--- Exercise input ---
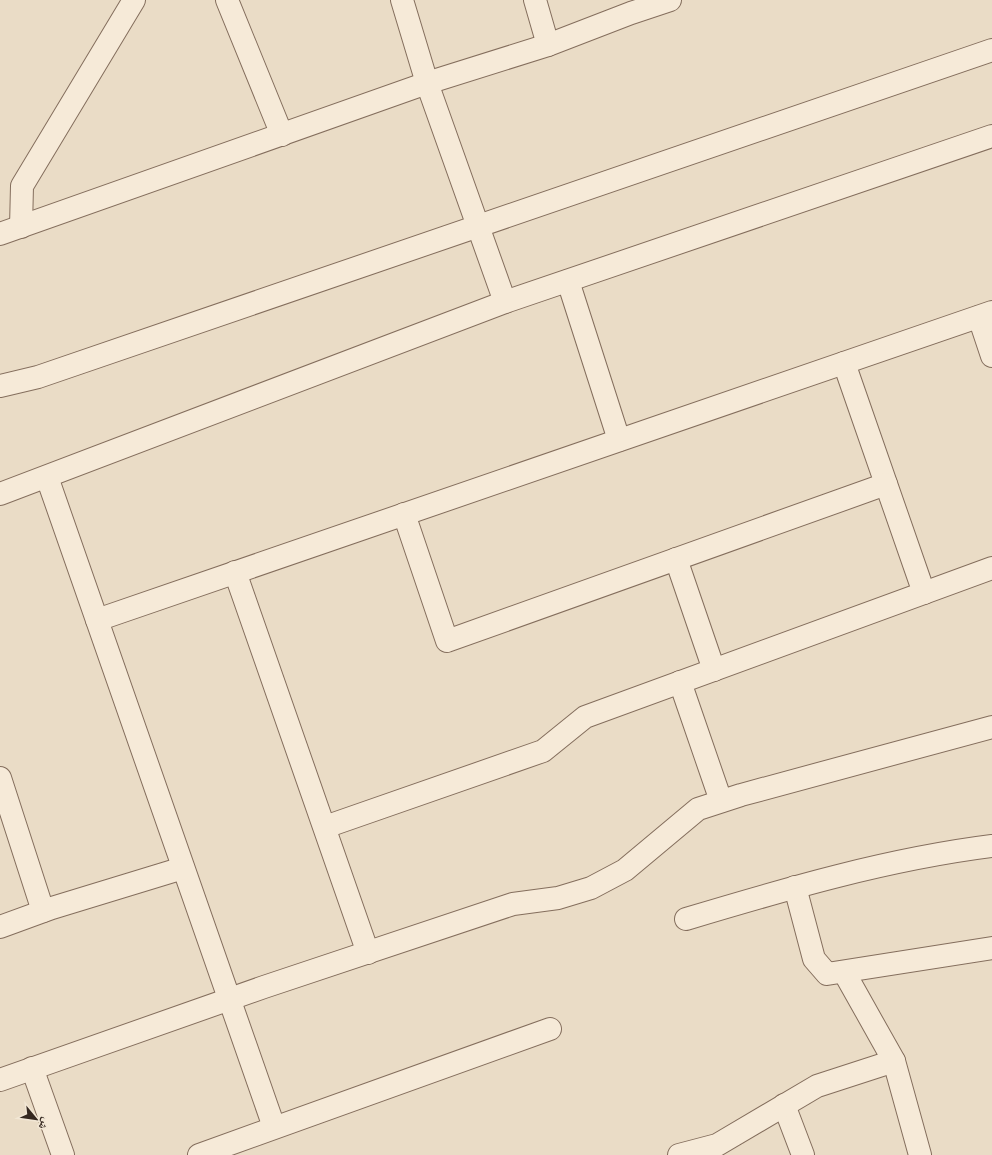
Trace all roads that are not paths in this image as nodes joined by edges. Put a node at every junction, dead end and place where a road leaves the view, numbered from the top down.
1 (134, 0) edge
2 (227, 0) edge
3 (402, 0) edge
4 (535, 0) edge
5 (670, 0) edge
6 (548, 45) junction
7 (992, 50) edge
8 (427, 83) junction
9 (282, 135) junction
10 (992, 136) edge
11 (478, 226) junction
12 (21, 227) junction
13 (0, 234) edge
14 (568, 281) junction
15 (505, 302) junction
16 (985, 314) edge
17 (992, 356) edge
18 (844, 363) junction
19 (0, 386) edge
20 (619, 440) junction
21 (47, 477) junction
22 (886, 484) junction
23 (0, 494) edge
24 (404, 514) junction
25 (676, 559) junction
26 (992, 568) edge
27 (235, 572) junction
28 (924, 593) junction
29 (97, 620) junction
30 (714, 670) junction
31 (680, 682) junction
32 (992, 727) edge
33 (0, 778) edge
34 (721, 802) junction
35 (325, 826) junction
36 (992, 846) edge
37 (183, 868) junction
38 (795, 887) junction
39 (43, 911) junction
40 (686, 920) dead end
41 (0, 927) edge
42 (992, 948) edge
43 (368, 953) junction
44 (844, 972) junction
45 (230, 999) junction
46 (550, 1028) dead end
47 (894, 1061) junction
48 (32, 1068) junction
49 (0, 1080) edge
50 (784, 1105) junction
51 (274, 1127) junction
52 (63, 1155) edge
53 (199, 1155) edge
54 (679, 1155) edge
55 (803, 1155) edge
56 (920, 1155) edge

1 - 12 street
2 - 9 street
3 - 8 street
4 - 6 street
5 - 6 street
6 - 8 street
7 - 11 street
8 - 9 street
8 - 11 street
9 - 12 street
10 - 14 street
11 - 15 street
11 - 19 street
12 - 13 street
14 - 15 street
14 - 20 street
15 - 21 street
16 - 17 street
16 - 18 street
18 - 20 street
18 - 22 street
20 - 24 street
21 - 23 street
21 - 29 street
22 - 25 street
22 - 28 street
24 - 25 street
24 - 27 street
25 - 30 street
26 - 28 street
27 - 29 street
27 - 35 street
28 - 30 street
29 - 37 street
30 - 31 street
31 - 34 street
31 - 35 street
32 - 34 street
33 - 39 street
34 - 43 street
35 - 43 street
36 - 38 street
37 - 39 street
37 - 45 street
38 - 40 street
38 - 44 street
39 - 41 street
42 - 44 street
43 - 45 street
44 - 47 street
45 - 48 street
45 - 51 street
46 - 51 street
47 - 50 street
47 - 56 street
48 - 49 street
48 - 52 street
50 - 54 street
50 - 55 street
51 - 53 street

--- Exercise goal ---
Bring together every line in the entries that holds the string "dead".

--- Task answer ---
Trace all roads that are not paths in this image as nodes joined by edges. Put a node at every junction, dead end and place where a road leaves the view, numbered from the top down.
40 (686, 920) dead end
46 (550, 1028) dead end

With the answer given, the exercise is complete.